Retype the complete listing without any change.

::::

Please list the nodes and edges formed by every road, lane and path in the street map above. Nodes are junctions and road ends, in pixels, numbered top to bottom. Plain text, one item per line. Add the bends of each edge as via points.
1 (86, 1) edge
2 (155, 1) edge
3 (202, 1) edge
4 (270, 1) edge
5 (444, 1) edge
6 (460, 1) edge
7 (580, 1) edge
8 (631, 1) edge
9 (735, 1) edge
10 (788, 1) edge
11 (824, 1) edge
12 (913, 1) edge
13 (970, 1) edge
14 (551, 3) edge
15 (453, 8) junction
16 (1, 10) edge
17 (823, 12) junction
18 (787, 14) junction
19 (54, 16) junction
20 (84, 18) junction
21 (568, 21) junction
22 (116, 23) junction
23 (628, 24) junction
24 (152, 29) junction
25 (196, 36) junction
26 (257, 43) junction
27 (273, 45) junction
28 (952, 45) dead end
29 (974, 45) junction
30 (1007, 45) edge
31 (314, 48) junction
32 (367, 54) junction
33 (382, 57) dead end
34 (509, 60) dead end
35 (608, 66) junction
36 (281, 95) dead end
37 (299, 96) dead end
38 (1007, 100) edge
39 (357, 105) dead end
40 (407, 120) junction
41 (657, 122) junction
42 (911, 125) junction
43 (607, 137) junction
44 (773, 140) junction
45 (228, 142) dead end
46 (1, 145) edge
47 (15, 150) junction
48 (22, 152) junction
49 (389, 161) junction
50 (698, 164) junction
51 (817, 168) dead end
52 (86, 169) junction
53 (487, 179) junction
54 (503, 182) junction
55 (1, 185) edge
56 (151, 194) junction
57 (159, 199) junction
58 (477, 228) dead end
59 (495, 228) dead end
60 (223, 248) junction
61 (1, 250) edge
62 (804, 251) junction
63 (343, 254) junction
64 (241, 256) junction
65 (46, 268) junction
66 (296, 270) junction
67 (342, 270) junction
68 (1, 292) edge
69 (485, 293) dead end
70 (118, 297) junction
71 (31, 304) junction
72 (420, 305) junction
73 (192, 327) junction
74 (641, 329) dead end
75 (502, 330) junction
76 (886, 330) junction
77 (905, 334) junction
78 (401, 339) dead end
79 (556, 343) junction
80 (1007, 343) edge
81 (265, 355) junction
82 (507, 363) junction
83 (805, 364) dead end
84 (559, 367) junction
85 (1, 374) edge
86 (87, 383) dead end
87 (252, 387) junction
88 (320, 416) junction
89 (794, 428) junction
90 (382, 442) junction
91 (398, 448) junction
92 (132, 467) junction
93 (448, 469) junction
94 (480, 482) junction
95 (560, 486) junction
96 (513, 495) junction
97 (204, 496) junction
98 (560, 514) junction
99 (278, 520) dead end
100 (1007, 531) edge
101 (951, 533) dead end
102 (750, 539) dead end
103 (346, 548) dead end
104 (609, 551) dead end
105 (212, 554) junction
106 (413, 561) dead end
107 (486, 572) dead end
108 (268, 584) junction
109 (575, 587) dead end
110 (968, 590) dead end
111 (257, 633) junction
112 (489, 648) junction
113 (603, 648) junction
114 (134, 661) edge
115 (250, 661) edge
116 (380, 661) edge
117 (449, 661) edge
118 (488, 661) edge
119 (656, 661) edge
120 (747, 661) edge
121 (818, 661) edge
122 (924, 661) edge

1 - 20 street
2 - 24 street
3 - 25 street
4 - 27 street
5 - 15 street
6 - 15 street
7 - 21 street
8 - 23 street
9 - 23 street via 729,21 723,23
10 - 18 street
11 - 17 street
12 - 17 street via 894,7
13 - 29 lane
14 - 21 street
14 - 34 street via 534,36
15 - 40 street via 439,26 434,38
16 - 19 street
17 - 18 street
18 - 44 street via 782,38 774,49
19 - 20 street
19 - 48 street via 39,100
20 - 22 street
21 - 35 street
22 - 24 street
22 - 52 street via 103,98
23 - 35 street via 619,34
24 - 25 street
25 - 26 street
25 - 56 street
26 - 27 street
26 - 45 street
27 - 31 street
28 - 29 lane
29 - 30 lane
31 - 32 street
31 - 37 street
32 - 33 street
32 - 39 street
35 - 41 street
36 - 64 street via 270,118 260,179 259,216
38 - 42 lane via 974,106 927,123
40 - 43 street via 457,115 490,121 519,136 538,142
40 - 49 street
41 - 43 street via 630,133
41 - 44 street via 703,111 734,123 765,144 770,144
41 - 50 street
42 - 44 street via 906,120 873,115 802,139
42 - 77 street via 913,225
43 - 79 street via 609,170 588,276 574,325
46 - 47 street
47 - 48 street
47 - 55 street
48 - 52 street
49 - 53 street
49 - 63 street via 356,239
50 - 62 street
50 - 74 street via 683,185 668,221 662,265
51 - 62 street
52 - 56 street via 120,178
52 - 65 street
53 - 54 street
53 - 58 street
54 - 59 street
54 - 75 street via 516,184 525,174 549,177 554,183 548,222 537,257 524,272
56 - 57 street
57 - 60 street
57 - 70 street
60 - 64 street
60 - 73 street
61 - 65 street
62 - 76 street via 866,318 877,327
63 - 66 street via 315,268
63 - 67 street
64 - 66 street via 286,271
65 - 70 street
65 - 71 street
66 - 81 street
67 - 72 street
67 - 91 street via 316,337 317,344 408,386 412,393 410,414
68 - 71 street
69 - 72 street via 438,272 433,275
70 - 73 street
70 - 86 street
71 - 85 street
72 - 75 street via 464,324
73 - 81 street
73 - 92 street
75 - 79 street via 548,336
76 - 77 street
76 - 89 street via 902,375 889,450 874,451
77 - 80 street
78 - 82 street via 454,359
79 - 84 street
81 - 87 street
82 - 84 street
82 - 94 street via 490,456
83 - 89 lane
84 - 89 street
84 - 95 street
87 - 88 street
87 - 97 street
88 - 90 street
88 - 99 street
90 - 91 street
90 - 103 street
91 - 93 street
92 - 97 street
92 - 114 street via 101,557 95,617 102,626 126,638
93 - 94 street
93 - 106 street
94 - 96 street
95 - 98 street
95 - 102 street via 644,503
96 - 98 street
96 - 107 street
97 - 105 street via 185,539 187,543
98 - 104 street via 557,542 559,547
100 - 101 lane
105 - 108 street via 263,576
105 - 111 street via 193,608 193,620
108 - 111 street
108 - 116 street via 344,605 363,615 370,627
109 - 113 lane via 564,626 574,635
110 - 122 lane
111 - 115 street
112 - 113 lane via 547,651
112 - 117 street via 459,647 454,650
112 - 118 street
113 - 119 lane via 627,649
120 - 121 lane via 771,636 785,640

::::

YOUR RESPONSE:
Please list the nodes and edges formed by every road, lane and path in the street map above. Nodes are junctions and road ends, in pixels, numbered top to bottom. Plain text, one item per line. Add the bends of each edge as via points.
1 (86, 1) edge
2 (155, 1) edge
3 (202, 1) edge
4 (270, 1) edge
5 (444, 1) edge
6 (460, 1) edge
7 (580, 1) edge
8 (631, 1) edge
9 (735, 1) edge
10 (788, 1) edge
11 (824, 1) edge
12 (913, 1) edge
13 (970, 1) edge
14 (551, 3) edge
15 (453, 8) junction
16 (1, 10) edge
17 (823, 12) junction
18 (787, 14) junction
19 (54, 16) junction
20 (84, 18) junction
21 (568, 21) junction
22 (116, 23) junction
23 (628, 24) junction
24 (152, 29) junction
25 (196, 36) junction
26 (257, 43) junction
27 (273, 45) junction
28 (952, 45) dead end
29 (974, 45) junction
30 (1007, 45) edge
31 (314, 48) junction
32 (367, 54) junction
33 (382, 57) dead end
34 (509, 60) dead end
35 (608, 66) junction
36 (281, 95) dead end
37 (299, 96) dead end
38 (1007, 100) edge
39 (357, 105) dead end
40 (407, 120) junction
41 (657, 122) junction
42 (911, 125) junction
43 (607, 137) junction
44 (773, 140) junction
45 (228, 142) dead end
46 (1, 145) edge
47 (15, 150) junction
48 (22, 152) junction
49 (389, 161) junction
50 (698, 164) junction
51 (817, 168) dead end
52 (86, 169) junction
53 (487, 179) junction
54 (503, 182) junction
55 (1, 185) edge
56 (151, 194) junction
57 (159, 199) junction
58 (477, 228) dead end
59 (495, 228) dead end
60 (223, 248) junction
61 (1, 250) edge
62 (804, 251) junction
63 (343, 254) junction
64 (241, 256) junction
65 (46, 268) junction
66 (296, 270) junction
67 (342, 270) junction
68 (1, 292) edge
69 (485, 293) dead end
70 (118, 297) junction
71 (31, 304) junction
72 (420, 305) junction
73 (192, 327) junction
74 (641, 329) dead end
75 (502, 330) junction
76 (886, 330) junction
77 (905, 334) junction
78 (401, 339) dead end
79 (556, 343) junction
80 (1007, 343) edge
81 (265, 355) junction
82 (507, 363) junction
83 (805, 364) dead end
84 (559, 367) junction
85 (1, 374) edge
86 (87, 383) dead end
87 (252, 387) junction
88 (320, 416) junction
89 (794, 428) junction
90 (382, 442) junction
91 (398, 448) junction
92 (132, 467) junction
93 (448, 469) junction
94 (480, 482) junction
95 (560, 486) junction
96 (513, 495) junction
97 (204, 496) junction
98 (560, 514) junction
99 (278, 520) dead end
100 (1007, 531) edge
101 (951, 533) dead end
102 (750, 539) dead end
103 (346, 548) dead end
104 (609, 551) dead end
105 (212, 554) junction
106 (413, 561) dead end
107 (486, 572) dead end
108 (268, 584) junction
109 (575, 587) dead end
110 (968, 590) dead end
111 (257, 633) junction
112 (489, 648) junction
113 (603, 648) junction
114 (134, 661) edge
115 (250, 661) edge
116 (380, 661) edge
117 (449, 661) edge
118 (488, 661) edge
119 (656, 661) edge
120 (747, 661) edge
121 (818, 661) edge
122 (924, 661) edge

1 - 20 street
2 - 24 street
3 - 25 street
4 - 27 street
5 - 15 street
6 - 15 street
7 - 21 street
8 - 23 street
9 - 23 street via 729,21 723,23
10 - 18 street
11 - 17 street
12 - 17 street via 894,7
13 - 29 lane
14 - 21 street
14 - 34 street via 534,36
15 - 40 street via 439,26 434,38
16 - 19 street
17 - 18 street
18 - 44 street via 782,38 774,49
19 - 20 street
19 - 48 street via 39,100
20 - 22 street
21 - 35 street
22 - 24 street
22 - 52 street via 103,98
23 - 35 street via 619,34
24 - 25 street
25 - 26 street
25 - 56 street
26 - 27 street
26 - 45 street
27 - 31 street
28 - 29 lane
29 - 30 lane
31 - 32 street
31 - 37 street
32 - 33 street
32 - 39 street
35 - 41 street
36 - 64 street via 270,118 260,179 259,216
38 - 42 lane via 974,106 927,123
40 - 43 street via 457,115 490,121 519,136 538,142
40 - 49 street
41 - 43 street via 630,133
41 - 44 street via 703,111 734,123 765,144 770,144
41 - 50 street
42 - 44 street via 906,120 873,115 802,139
42 - 77 street via 913,225
43 - 79 street via 609,170 588,276 574,325
46 - 47 street
47 - 48 street
47 - 55 street
48 - 52 street
49 - 53 street
49 - 63 street via 356,239
50 - 62 street
50 - 74 street via 683,185 668,221 662,265
51 - 62 street
52 - 56 street via 120,178
52 - 65 street
53 - 54 street
53 - 58 street
54 - 59 street
54 - 75 street via 516,184 525,174 549,177 554,183 548,222 537,257 524,272
56 - 57 street
57 - 60 street
57 - 70 street
60 - 64 street
60 - 73 street
61 - 65 street
62 - 76 street via 866,318 877,327
63 - 66 street via 315,268
63 - 67 street
64 - 66 street via 286,271
65 - 70 street
65 - 71 street
66 - 81 street
67 - 72 street
67 - 91 street via 316,337 317,344 408,386 412,393 410,414
68 - 71 street
69 - 72 street via 438,272 433,275
70 - 73 street
70 - 86 street
71 - 85 street
72 - 75 street via 464,324
73 - 81 street
73 - 92 street
75 - 79 street via 548,336
76 - 77 street
76 - 89 street via 902,375 889,450 874,451
77 - 80 street
78 - 82 street via 454,359
79 - 84 street
81 - 87 street
82 - 84 street
82 - 94 street via 490,456
83 - 89 lane
84 - 89 street
84 - 95 street
87 - 88 street
87 - 97 street
88 - 90 street
88 - 99 street
90 - 91 street
90 - 103 street
91 - 93 street
92 - 97 street
92 - 114 street via 101,557 95,617 102,626 126,638
93 - 94 street
93 - 106 street
94 - 96 street
95 - 98 street
95 - 102 street via 644,503
96 - 98 street
96 - 107 street
97 - 105 street via 185,539 187,543
98 - 104 street via 557,542 559,547
100 - 101 lane
105 - 108 street via 263,576
105 - 111 street via 193,608 193,620
108 - 111 street
108 - 116 street via 344,605 363,615 370,627
109 - 113 lane via 564,626 574,635
110 - 122 lane
111 - 115 street
112 - 113 lane via 547,651
112 - 117 street via 459,647 454,650
112 - 118 street
113 - 119 lane via 627,649
120 - 121 lane via 771,636 785,640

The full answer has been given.